> **WHAT YOU WILL DO**: What follows is a block of records; restate each one word for word.

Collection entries
+===+

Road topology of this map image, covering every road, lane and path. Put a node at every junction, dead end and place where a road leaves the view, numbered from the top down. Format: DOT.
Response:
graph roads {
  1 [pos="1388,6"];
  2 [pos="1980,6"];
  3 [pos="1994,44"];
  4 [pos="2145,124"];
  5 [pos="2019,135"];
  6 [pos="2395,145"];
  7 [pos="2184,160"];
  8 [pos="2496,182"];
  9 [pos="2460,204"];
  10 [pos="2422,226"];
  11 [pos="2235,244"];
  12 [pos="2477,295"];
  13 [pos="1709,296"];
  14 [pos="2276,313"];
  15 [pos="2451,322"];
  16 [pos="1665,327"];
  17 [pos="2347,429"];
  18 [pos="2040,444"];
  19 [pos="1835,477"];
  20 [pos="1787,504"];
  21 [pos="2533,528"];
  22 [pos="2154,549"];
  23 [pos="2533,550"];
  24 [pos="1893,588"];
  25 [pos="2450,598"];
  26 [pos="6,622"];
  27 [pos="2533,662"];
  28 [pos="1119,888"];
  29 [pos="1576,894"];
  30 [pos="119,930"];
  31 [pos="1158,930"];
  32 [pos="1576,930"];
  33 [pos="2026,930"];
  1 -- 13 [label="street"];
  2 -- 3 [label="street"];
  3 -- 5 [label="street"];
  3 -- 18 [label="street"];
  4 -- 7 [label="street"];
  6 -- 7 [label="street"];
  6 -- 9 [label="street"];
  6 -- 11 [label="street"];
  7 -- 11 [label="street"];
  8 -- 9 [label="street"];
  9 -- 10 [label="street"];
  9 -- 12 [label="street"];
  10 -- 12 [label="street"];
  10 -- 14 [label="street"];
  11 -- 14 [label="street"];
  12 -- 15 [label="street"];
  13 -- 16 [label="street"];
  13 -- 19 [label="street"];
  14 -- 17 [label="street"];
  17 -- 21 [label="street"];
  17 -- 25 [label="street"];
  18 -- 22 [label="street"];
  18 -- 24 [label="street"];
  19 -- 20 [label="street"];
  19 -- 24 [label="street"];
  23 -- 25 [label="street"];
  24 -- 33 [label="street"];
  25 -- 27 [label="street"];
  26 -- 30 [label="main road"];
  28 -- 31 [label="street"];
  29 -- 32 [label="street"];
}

+===+

> **RESPONSE TO THIS EXERCISE**:
Road topology of this map image, covering every road, lane and path. Put a node at every junction, dead end and place where a road leaves the view, numbered from the top down. Format: DOT.
Response:
graph roads {
  1 [pos="1388,6"];
  2 [pos="1980,6"];
  3 [pos="1994,44"];
  4 [pos="2145,124"];
  5 [pos="2019,135"];
  6 [pos="2395,145"];
  7 [pos="2184,160"];
  8 [pos="2496,182"];
  9 [pos="2460,204"];
  10 [pos="2422,226"];
  11 [pos="2235,244"];
  12 [pos="2477,295"];
  13 [pos="1709,296"];
  14 [pos="2276,313"];
  15 [pos="2451,322"];
  16 [pos="1665,327"];
  17 [pos="2347,429"];
  18 [pos="2040,444"];
  19 [pos="1835,477"];
  20 [pos="1787,504"];
  21 [pos="2533,528"];
  22 [pos="2154,549"];
  23 [pos="2533,550"];
  24 [pos="1893,588"];
  25 [pos="2450,598"];
  26 [pos="6,622"];
  27 [pos="2533,662"];
  28 [pos="1119,888"];
  29 [pos="1576,894"];
  30 [pos="119,930"];
  31 [pos="1158,930"];
  32 [pos="1576,930"];
  33 [pos="2026,930"];
  1 -- 13 [label="street"];
  2 -- 3 [label="street"];
  3 -- 5 [label="street"];
  3 -- 18 [label="street"];
  4 -- 7 [label="street"];
  6 -- 7 [label="street"];
  6 -- 9 [label="street"];
  6 -- 11 [label="street"];
  7 -- 11 [label="street"];
  8 -- 9 [label="street"];
  9 -- 10 [label="street"];
  9 -- 12 [label="street"];
  10 -- 12 [label="street"];
  10 -- 14 [label="street"];
  11 -- 14 [label="street"];
  12 -- 15 [label="street"];
  13 -- 16 [label="street"];
  13 -- 19 [label="street"];
  14 -- 17 [label="street"];
  17 -- 21 [label="street"];
  17 -- 25 [label="street"];
  18 -- 22 [label="street"];
  18 -- 24 [label="street"];
  19 -- 20 [label="street"];
  19 -- 24 [label="street"];
  23 -- 25 [label="street"];
  24 -- 33 [label="street"];
  25 -- 27 [label="street"];
  26 -- 30 [label="main road"];
  28 -- 31 [label="street"];
  29 -- 32 [label="street"];
}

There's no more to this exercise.